Aku pun tidak sanggup melanjutkannya lagi.
Mungkin menurutmu agak berlebihan, tapi selain beban dadaku berkurang, rasa cemas juga menghampiri usai berkata jujur padanya. Aku ketar-ketir menanti reaksi Mile mengenai yang barusan, padahal harusnya ini bisa disederhanakan.
Intinya aku mencintai suamiku, titik.
Aku belum menemukan ungkapan yang lebih baik untuk mewakilinya.
"Coba katakan lagi sambil menatapku?" pinta Mile tiba-tiba.
"Huh?"
Mile pun membalik tubuhku hingga mata kami saling pandang.
"Istri siapa ini yang manjanya minta ampun?"
Seketika telingaku memerah.
Aku tak menyangka Mile membawa suasananya jadi lebih santai. Dia mengecupku. Lalu bibir itu menyeringai tipis. Mungkin karena dia pernah kutolak terus-menerus. Pria ini jadi senang mendapatkanku sepenuhnya. Statusku, tubuhku, hatiku, jiwaku, hidupku, tubuhku, kepercayaanku ... atau apapun itu.

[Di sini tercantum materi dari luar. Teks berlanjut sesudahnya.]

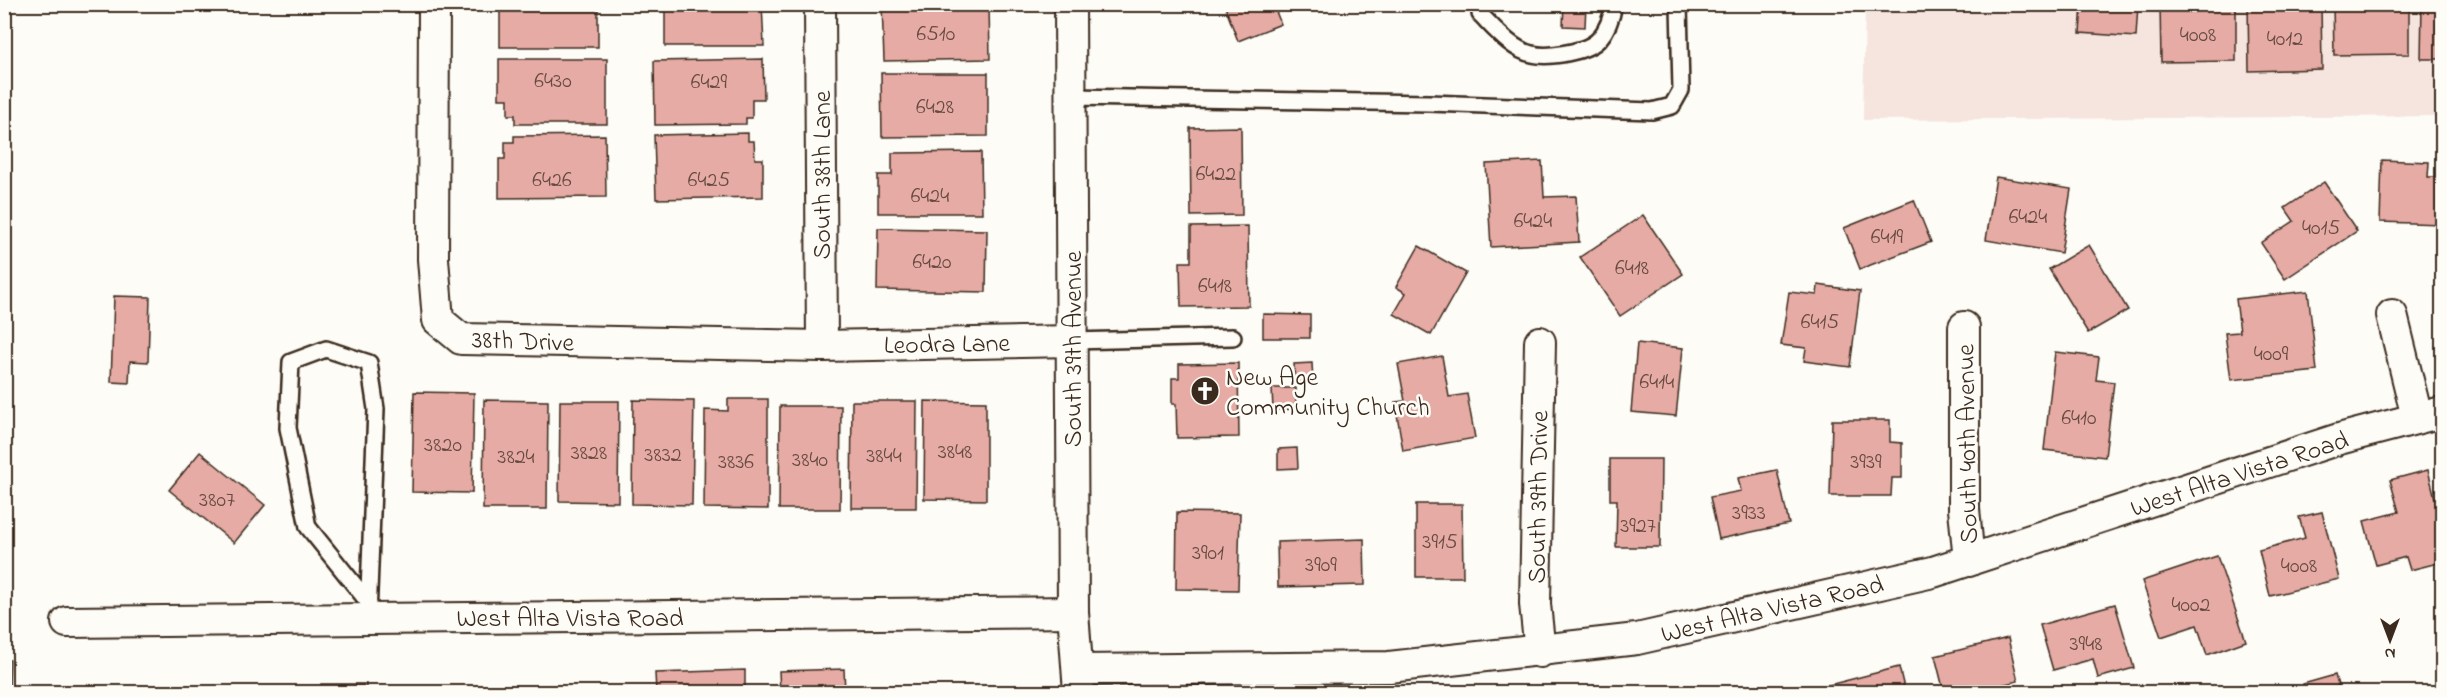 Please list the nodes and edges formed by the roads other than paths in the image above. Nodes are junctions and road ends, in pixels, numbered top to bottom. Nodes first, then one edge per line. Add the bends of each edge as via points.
1 (434, 4) edge
2 (820, 4) edge
3 (1070, 4) edge
4 (1479, 4) edge
5 (1614, 4) edge
6 (1679, 4) edge
7 (1071, 97) junction
8 (2392, 315) dead end
9 (1964, 327) dead end
10 (1233, 337) dead end
11 (1072, 341) junction
12 (1540, 342) dead end
13 (822, 346) junction
14 (2430, 414) edge
15 (1969, 561) junction
16 (368, 610) junction
17 (1073, 612) junction
18 (67, 622) dead end
19 (1540, 652) junction
20 (1079, 681) edge

1 - 13 street, 38th Drive via 433,259 438,320 460,339
2 - 13 street, South 38th Lane
3 - 7 street, South 39th Avenue
4 - 5 lane via 1480,14 1499,33 1531,54 1565,54 1598,41
6 - 7 lane via 1681,90 1672,106 1652,111
7 - 11 street, South 39th Avenue
8 - 14 street
9 - 15 street, South 40th Avenue via 1964,509
10 - 11 lane
11 - 13 street, Leodra Lane
11 - 17 street, South 39th Avenue
12 - 19 street, South 39th Drive via 1535,604
14 - 15 street, West Alta Vista Road via 2339,439
15 - 19 street, West Alta Vista Road via 1637,639
16 - 16 lane via 376,409 369,363 326,349 291,362 288,428 308,527
16 - 17 street, West Alta Vista Road
16 - 18 street, West Alta Vista Road
17 - 20 street, South 39th Avenue
19 - 20 street, West Alta Vista Road via 1389,667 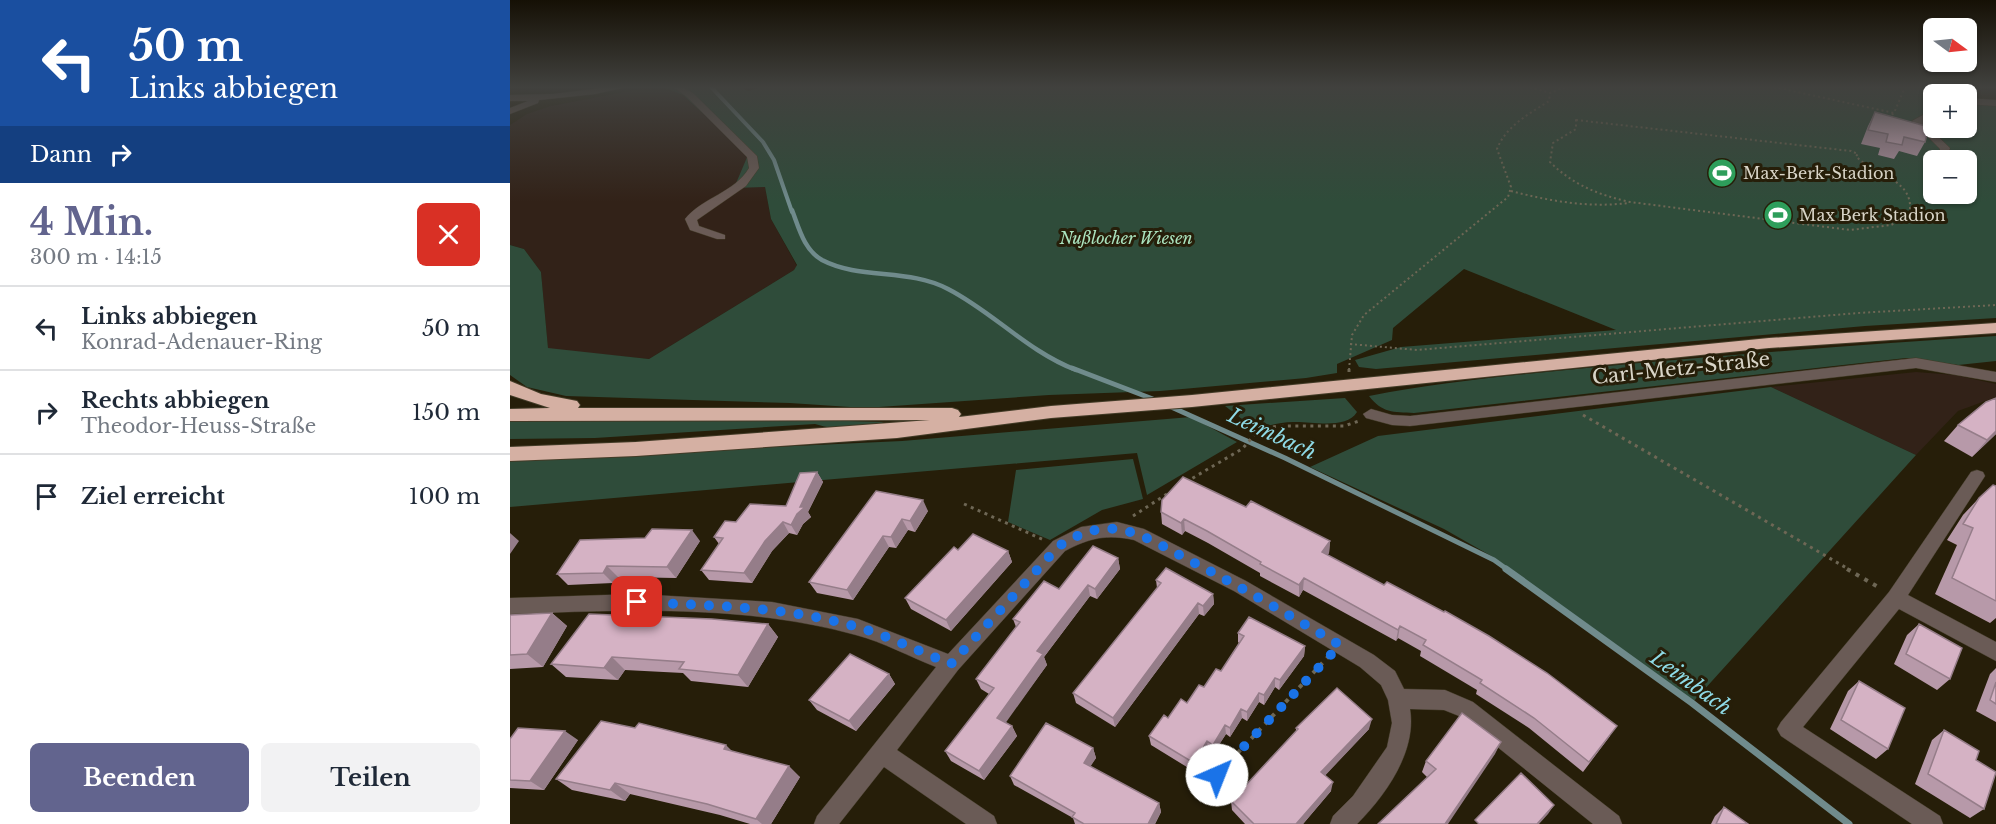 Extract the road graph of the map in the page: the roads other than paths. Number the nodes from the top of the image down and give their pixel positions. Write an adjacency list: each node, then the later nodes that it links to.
1 (721, 125): 4 (street)
2 (1934, 138): 3 (street)
3 (1944, 150)
4 (721, 237)
5 (1996, 328): 8 (highway)
6 (1996, 377): 10 (street, Carl-Metz-Straße)
7 (510, 387): 9 (highway)
8 (1051, 412): 9 (highway); 12 (highway)
9 (607, 413): 11 (highway)
10 (1371, 414)
11 (510, 415)
12 (510, 454)
13 (1977, 476): 14 (street)
14 (1896, 598): 16 (street); 24 (street)
15 (510, 606): 17 (street)
16 (1996, 652)
17 (951, 664): 18 (street); 19 (street)
18 (1398, 699): 22 (street); 23 (street)
19 (881, 752): 20 (street); 21 (street)
20 (825, 824)
21 (986, 824)
22 (1341, 824)
23 (1611, 824)
24 (1932, 824)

Secara resmi semua dia lah yang memiliki.
"Saya ... boleh mencintai Anda?" tanyaku, benar-benar menuruti perkataannya.
Seringai Mile jadi lebih lebar. "Bukan, bukan yang itu," katanya. "Ha ha ha ha ha ... coba pikir sekali lagi?"
Aku pun meremas pinggiran balkon. "Saya ini mencintai Anda ...." kataku, yang langsung berdebar tidak karuan. "Saya tidak suka Anda dengan orang lain. Siapa pun. Jadi, bisa sama Saya saja Phi?" pintaku dengan mata menegang. ".... meskipun Saya tidak tahu Anda ini betulan cinta atau tidak sama Saya."
Kali ini seringai Mile berubah jadi kuluman. Dia seperti ingin tertawa, tapi menahannya karena gemas dengan diriku. Lalu geleng-geleng kepala. "Manjanyaaaaa ...."
"Ugh, Phi--"
Aku diam karena telunjuknya ada di bibirku.
"Sering-seringlah begini, paham? Aku suka," kata Mile. "Kalau perlu bilang itu setiap saat kita bercinta, that's good. Siapa yang tidak suka diposesifi?"
Entah kenapa perasaanku campur aduk saat ini.
Apa semuanya sudah selesai?
Kenapa aku melanggar prinsipku sendiri? Bukankah inginku Mile harus bilang lebih dulu.
"Hey, kenapa lagi ....?" tanya Mile karena raut wajahku kembali sedih.
Aku justru menutup wajah dengan punggung tangan sebelum mataku membanjir kembali. Jemariku dihiasi basah-basah hingga mengalir ke pergelangan. Mile bingung, tapi aku sudah lelah menjabarkan.
Pikirku, kenapa tanggapan dia cuma begitu? Apa menurut Mile tadi aku bercanda?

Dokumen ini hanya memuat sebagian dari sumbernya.